Can you tell us about some of your recent or forthcoming titles?

In October, we released the Croatian novel Water, Spiderweb by Nada Gašic (translated by Ellen Elias-Bursać), a noir-ish, multigenerational love letter to Zagreb. And in November, we published Federica Marzi’s My Home Somewhere Else (translated from the Italian by Jim Hicks), which really captures what it means to be an immigrant as seen through ideas about language and translation.

And I am absolutely thrilled about next year: Underground Barbie, which the Guardian hailed as “remarkable”; Martina Vidaić’s Bedbugs (translated from the Croatian by Ellen Elias-Bursać), winner of the 2023 European Union Prize for Literature; Strange and Perfect Account from the Permafrost by Donald Niedekker (translated by Jonathan Reeder), a Dutch novel about a 16th-century polar explorer who speaks across centuries from his icy grave—a highly inventive and delightfully subtle climate change novel; Sener Ozmen’s The Competition of Unfinished Stories (translated by Nicholas
Glastonbury), a bawdy and hilarious Kurdish novel about an atheist who teaches at a religious school in occupied Kurdistan; Sibila Petlevski’s poetry collection, Soiled With Earth, Drunk on Air, self-translated from the Croatian; Monika Herceg’s latest award-winning poetry collection, Closed Season (translated from the Croatian by Marina Veverec), which Olga Tokarczuk lauds: “These are words like ‘quantum,’ ‘atom,’ ‘cosmos,’ ‘Hera,’ ‘Athena,’ that is, concepts that have roots elsewhere . . . I did not expect her poetic imagination to go in such a direction. It’s the imagination of someone free.”

 


What other initiatives or projects are you looking forward to in 2025?
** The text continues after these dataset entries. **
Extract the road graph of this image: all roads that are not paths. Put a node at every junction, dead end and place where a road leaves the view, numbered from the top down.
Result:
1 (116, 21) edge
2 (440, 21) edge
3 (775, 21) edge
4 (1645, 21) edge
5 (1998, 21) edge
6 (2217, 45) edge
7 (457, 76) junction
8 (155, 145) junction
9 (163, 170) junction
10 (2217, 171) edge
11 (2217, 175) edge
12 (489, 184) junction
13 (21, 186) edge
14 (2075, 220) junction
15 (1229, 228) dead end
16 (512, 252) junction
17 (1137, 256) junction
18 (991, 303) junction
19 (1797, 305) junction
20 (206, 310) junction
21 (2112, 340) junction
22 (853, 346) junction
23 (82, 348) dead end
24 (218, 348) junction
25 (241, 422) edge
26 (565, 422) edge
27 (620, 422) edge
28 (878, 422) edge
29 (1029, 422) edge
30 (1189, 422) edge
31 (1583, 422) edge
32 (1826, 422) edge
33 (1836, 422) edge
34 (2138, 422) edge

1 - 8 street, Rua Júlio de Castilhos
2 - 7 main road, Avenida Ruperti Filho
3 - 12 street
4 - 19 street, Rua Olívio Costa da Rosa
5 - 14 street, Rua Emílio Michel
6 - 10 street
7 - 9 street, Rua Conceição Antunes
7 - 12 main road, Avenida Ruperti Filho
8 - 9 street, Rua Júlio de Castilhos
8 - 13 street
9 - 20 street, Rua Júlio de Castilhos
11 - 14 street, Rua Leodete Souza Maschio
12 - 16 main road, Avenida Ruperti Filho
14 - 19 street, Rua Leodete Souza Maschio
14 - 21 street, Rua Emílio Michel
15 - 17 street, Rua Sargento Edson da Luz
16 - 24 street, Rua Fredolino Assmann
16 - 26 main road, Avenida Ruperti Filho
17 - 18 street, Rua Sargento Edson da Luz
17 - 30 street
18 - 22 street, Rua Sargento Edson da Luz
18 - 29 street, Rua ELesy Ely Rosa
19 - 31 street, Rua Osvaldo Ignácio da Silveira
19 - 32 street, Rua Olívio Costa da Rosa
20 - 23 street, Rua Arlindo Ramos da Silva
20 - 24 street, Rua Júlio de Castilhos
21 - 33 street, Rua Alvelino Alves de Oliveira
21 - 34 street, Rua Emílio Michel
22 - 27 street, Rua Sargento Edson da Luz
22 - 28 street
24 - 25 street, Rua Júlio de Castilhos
I am very excited about offering our first subscription program for the 2025 list. It is currently live on our site and anyone who subscribes before the end of the year will get seven books for $100; this includes our six 2025 titles and a backlist title of their choice. Folks can subscribe next year, but they will only get the six new books. And moving forward, we’re thinking about how to enhance subscriber perks. Perhaps there will be subscriber exclusives—like online reading groups, signed copies, merch. Time will tell.

And because we have all the books lined up for next year, we’re printing more ARCs than ever before, with the aim of getting more bookstores to get their customers excited about what we do.

 

What are some other presses, literary journals, and organizations you admire that also publish “work that creates a prismatic perspective on what it means to live in a globalized world”?

It’s no secret that there are publishers, many of them CLMP members, that, like us, focus on work in translation, and I read books from all of those publishers. I am particularly fond of projects that take me, as a reader, somewhere unexpected. With so much of my reading and thinking dominated by Sandorf Passage, when I read for pleasure, I don’t search for a specific publisher. I look for something different from everything else I’ve been reading.

But, if I have to name names, I’ll float one outside the usual suspects: Versopolis. This pan-European project for helping poets transcend national boundaries has been around since 2014 and continues to grow, through publications, podcasts, and festivals. It’s a great resource for discovering contemporary international voices.